Exercise directions:
Only certain lines below are wanted: those starting at the line containing "index dip: (721, 695)" and ending at the line containing "index pip: (847, 879)", both included, each retyped exactly.
——————
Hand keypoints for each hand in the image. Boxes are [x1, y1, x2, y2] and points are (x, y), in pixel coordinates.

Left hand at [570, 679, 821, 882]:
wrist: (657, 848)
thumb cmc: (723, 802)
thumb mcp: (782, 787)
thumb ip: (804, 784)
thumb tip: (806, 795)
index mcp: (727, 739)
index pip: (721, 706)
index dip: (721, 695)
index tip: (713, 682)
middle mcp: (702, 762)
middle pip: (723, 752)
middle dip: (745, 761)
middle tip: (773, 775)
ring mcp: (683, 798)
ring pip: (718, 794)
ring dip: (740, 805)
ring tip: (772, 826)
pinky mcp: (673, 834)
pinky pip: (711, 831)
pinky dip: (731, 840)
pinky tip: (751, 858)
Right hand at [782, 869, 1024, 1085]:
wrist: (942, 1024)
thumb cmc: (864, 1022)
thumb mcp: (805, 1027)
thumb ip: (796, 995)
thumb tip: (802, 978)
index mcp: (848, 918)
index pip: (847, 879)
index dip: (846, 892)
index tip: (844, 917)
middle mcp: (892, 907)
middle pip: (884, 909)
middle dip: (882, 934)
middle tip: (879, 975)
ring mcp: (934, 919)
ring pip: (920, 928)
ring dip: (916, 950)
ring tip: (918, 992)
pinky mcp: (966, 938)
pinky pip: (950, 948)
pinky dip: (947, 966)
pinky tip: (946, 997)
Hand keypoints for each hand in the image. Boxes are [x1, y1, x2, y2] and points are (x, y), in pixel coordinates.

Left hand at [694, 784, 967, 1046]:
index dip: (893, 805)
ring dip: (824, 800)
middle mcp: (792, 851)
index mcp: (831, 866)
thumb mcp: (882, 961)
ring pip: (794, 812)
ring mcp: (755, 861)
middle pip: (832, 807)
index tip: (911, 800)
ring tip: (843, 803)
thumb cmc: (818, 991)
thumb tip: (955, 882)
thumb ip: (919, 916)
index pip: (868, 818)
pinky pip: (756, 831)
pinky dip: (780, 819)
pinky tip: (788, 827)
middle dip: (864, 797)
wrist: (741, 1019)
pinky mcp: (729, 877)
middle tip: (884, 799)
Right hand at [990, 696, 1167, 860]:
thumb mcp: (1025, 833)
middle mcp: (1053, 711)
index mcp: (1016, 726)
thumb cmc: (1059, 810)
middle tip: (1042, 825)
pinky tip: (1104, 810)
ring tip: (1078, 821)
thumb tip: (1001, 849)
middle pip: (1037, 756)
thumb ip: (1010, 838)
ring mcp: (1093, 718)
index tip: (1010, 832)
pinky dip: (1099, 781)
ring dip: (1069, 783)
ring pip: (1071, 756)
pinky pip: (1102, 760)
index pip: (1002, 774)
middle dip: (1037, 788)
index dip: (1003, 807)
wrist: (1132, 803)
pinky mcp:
——————
Task response:
index dip: (721, 695)
index tip: (713, 682)
middle mcp: (702, 762)
middle pip: (723, 752)
middle dip: (745, 761)
middle tip: (773, 775)
ring mcp: (683, 798)
ring pip: (718, 794)
ring dip: (740, 805)
ring tip: (772, 826)
pinky mcp: (673, 834)
pinky pip: (711, 831)
pinky dip: (731, 840)
pinky tip: (751, 858)
Right hand at [782, 869, 1024, 1085]:
wrist: (942, 1024)
thumb cmc: (864, 1022)
thumb mcp: (805, 1027)
thumb ip: (796, 995)
thumb tip: (802, 978)
index mcp: (848, 918)
index pip: (847, 879)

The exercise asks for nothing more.